DeepMatter Group Plc (AIM: DMTR, “DeepMatter”, the “Group”), which focuses on digitalising chemistry, announces that its CEO, Mark Warne, has been invited to chair the Industrial Advisory Board (IAB) at Imperial College’s EPSRC Centre for Doctoral Training in Next Generation Synthesis & Reaction Technology (CDT), for the next two years.
Mark’s principal role will be to liaise closely with the CDT’s network of industrial partners, including AstraZeneca, Bayer, BASF, GlaxoSmithKline, IBM, The Janssen Pharmaceutical Companies of Johnson & Johnson, Mettler-Toledo, Syngenta, and Pfizer.
These partners provide industrial advice and feedback on the CDT’s research direction as well as making recommendations in the areas of chemistry, chemical engineering and data science.
Mark Warne, DeepMatter CEO, commented:
“This appointment will enable me to work closely with a number of multinational pharma companies and Key Opinion Leaders – all of whom are committed to integrating chemistry with technology and sharing their expertise and experience with the chemists of the future.
“This appointment is a further validation of DeepMatter’s position at the centre of the digitalisation of chemistry and the development of big data and analytics for the chemists in early-stage formulation.”
The CDT is made up of a multi-disciplinary team of internationally-leading researchers at Imperial College. It benefits from significant infrastructural and capital investment on its state-of-the-art technology and facilities such as The Centre for Rapid Online Analysis of Reactions (ROAR).

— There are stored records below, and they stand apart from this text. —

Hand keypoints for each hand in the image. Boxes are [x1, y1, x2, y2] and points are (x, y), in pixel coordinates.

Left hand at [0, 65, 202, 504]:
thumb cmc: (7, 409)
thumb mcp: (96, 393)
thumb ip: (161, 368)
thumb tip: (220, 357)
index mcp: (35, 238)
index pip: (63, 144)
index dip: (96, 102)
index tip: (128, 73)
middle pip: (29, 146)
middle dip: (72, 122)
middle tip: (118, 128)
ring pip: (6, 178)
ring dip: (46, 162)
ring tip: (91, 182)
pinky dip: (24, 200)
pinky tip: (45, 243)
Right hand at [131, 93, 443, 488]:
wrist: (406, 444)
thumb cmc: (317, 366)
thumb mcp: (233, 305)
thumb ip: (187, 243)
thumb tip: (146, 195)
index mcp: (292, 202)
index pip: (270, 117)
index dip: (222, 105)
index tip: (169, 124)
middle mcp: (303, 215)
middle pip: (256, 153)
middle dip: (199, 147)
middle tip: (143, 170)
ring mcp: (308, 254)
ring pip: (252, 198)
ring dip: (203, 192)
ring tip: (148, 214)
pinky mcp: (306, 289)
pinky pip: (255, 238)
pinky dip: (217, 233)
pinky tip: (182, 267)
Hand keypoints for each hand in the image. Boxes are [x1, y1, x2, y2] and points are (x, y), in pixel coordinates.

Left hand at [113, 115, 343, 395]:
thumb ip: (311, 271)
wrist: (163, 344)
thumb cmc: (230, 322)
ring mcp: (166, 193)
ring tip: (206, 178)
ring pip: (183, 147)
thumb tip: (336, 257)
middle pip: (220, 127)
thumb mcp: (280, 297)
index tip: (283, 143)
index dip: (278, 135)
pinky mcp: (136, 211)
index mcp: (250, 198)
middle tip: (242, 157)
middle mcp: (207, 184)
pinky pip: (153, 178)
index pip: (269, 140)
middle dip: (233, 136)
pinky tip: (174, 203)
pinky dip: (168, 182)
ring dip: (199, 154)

The CDT aims to engage with the Centres of Excellence in the US and Europe, to deliver a unique multi-faceted training programme in order to improve the skills, employability and productivity of the graduates and to equip them for future academic and industrial roles.

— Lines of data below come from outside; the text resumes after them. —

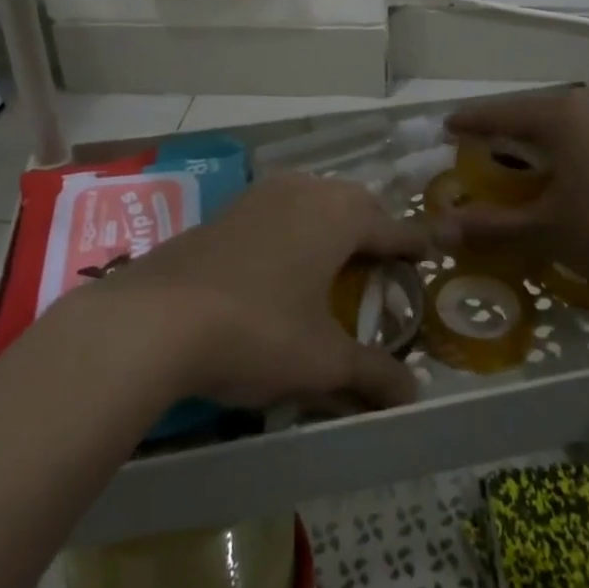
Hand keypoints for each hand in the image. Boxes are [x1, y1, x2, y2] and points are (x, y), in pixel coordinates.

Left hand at [87, 173, 425, 411]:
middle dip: (374, 226)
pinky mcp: (225, 210)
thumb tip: (414, 396)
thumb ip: (372, 375)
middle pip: (354, 202)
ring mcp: (260, 195)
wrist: (155, 319)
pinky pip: (278, 209)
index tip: (433, 251)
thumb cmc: (257, 330)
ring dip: (332, 221)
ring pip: (313, 198)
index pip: (392, 225)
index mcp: (338, 215)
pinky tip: (283, 260)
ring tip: (337, 257)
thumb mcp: (322, 361)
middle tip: (385, 259)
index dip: (415, 242)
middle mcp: (304, 190)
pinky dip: (295, 227)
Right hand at [441, 90, 588, 298]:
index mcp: (561, 115)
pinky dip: (569, 150)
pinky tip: (568, 177)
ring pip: (565, 123)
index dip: (469, 123)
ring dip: (539, 143)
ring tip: (520, 169)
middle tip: (480, 157)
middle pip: (533, 113)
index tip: (445, 129)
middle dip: (504, 134)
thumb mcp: (546, 229)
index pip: (500, 112)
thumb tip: (441, 229)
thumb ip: (491, 224)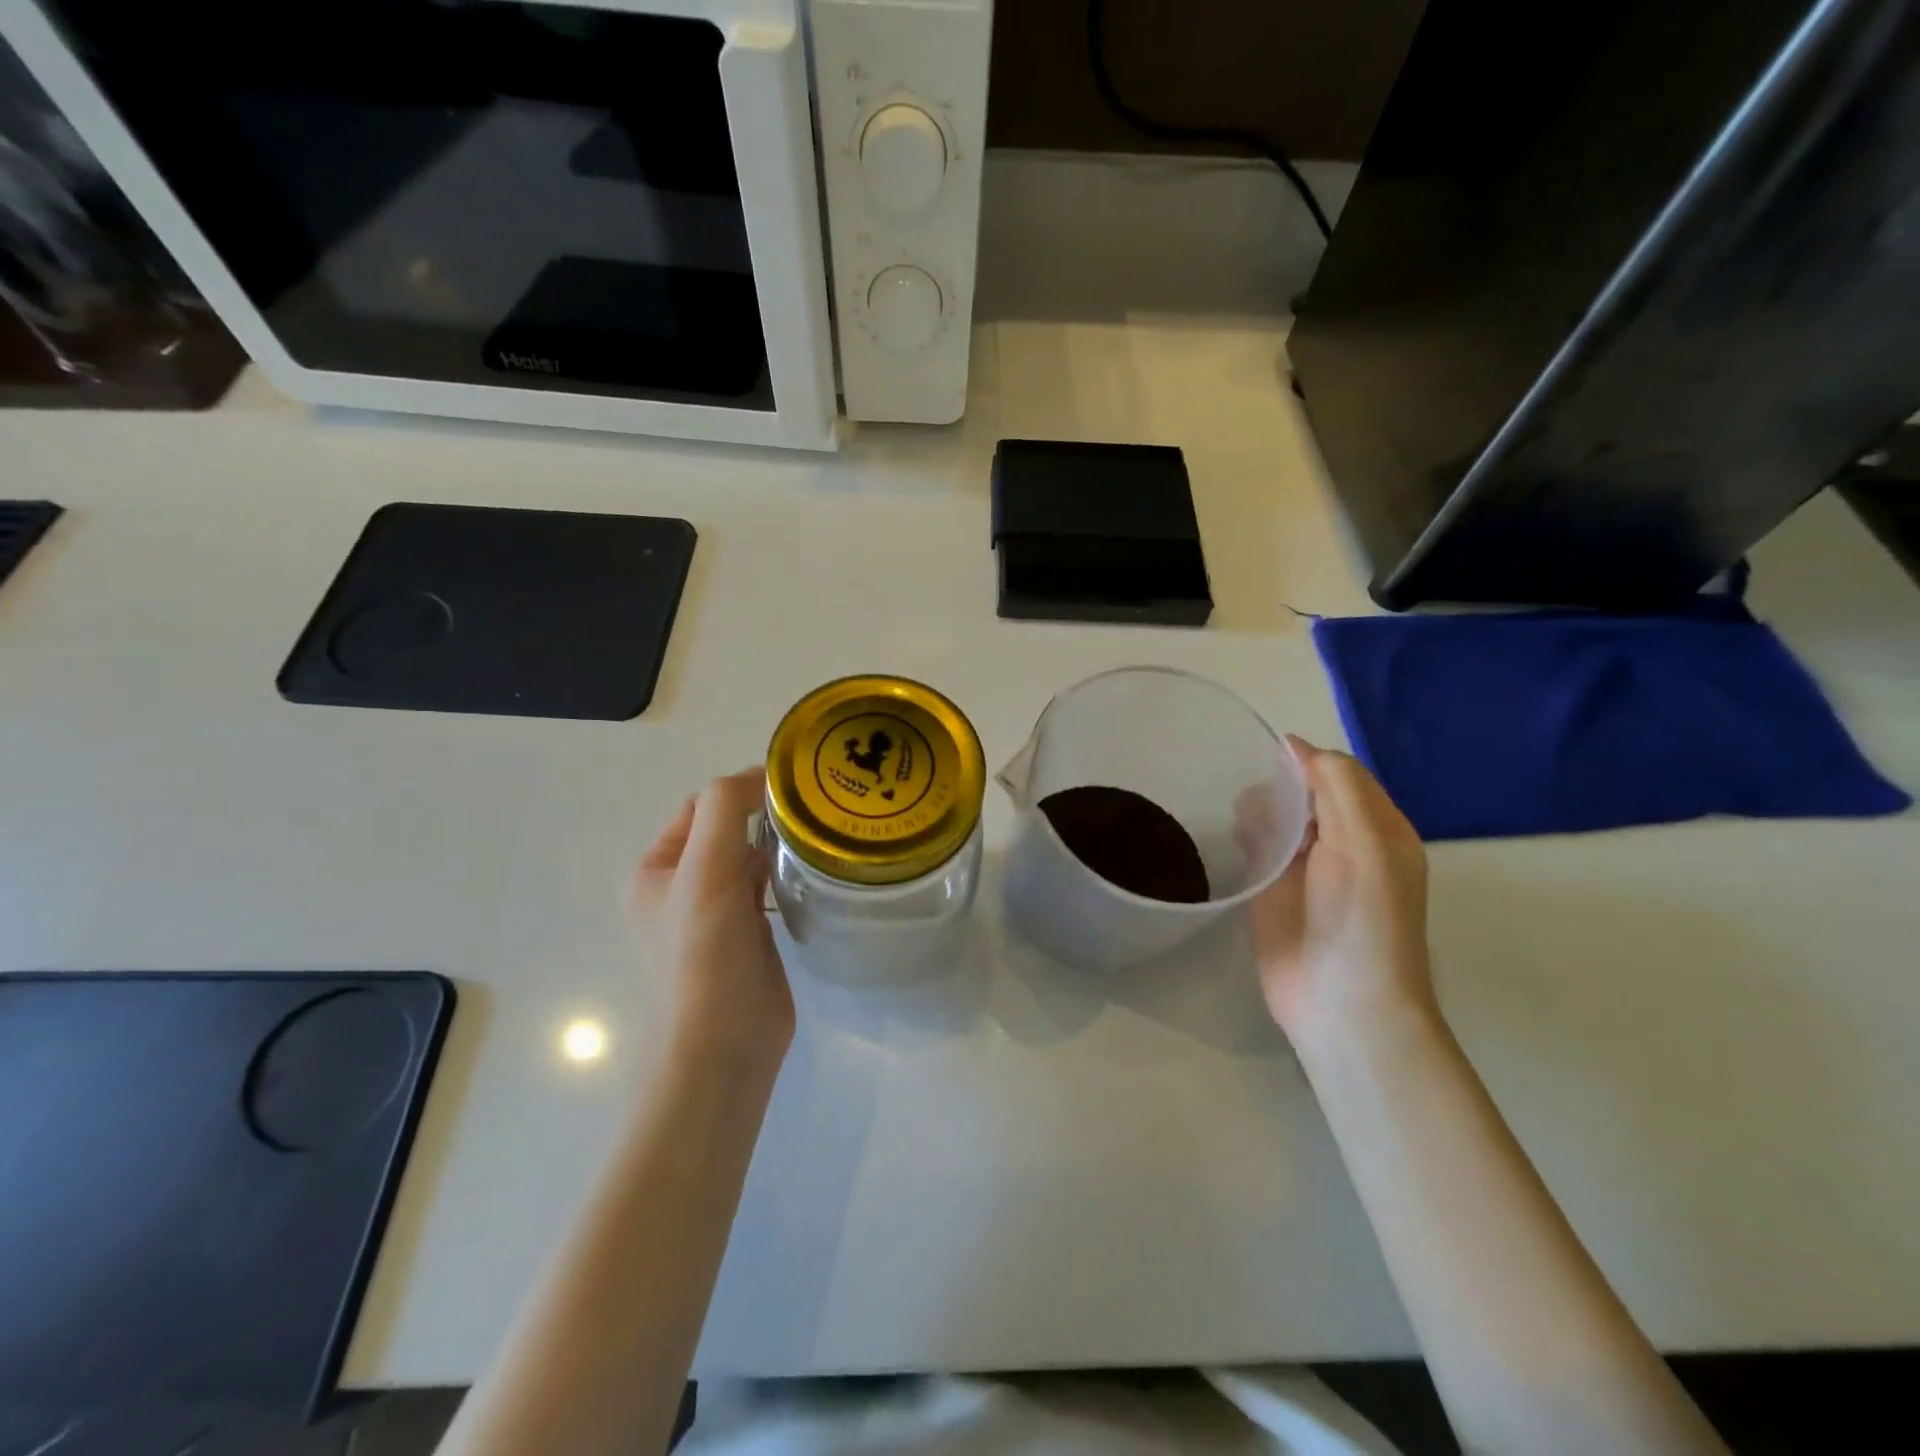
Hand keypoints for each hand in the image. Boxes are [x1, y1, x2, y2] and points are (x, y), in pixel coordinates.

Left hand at [628, 769, 793, 1073]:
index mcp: (656, 870)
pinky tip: (816, 870)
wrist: (724, 1046)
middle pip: (727, 830)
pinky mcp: (749, 935)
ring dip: (778, 844)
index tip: (791, 788)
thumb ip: (725, 810)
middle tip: (814, 808)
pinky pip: (768, 887)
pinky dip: (788, 873)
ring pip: (751, 858)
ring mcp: (716, 914)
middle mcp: (682, 888)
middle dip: (764, 815)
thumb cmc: (704, 955)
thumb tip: (762, 774)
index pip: (700, 808)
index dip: (740, 791)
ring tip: (822, 832)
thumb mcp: (704, 871)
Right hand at [1249, 737, 1436, 1051]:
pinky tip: (1233, 838)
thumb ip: (1336, 786)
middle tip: (1251, 799)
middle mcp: (1343, 842)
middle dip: (1277, 785)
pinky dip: (1245, 835)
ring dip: (1258, 809)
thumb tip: (1294, 744)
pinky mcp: (1273, 891)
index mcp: (1377, 827)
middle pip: (1304, 792)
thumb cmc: (1361, 920)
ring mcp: (1305, 868)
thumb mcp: (1364, 843)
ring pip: (1278, 816)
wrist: (1341, 1005)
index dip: (1305, 761)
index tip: (1265, 758)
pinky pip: (1258, 848)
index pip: (1338, 773)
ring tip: (1243, 823)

Jinata Subba, EPSRC CDT Programme Manager, Dept of Chemistry, Imperial College, added:
“DeepMatter’s knowledge and experience of automation in chemistry will help us on our mission to transform synthetic chemistry into a truly data-driven discipline. Automation enables researchers to gather and share huge amounts of data about chemical reactions, which can then be used to optimize processes and even forecast the outcomes of entirely new reactions.
“There is a skills gap between academic training and the experimental methods used routinely in industry. At Imperial College our programme aims to equip students for the future of synthetic chemistry. The advice and feedback from the Industrial Advisory Board is proving invaluable.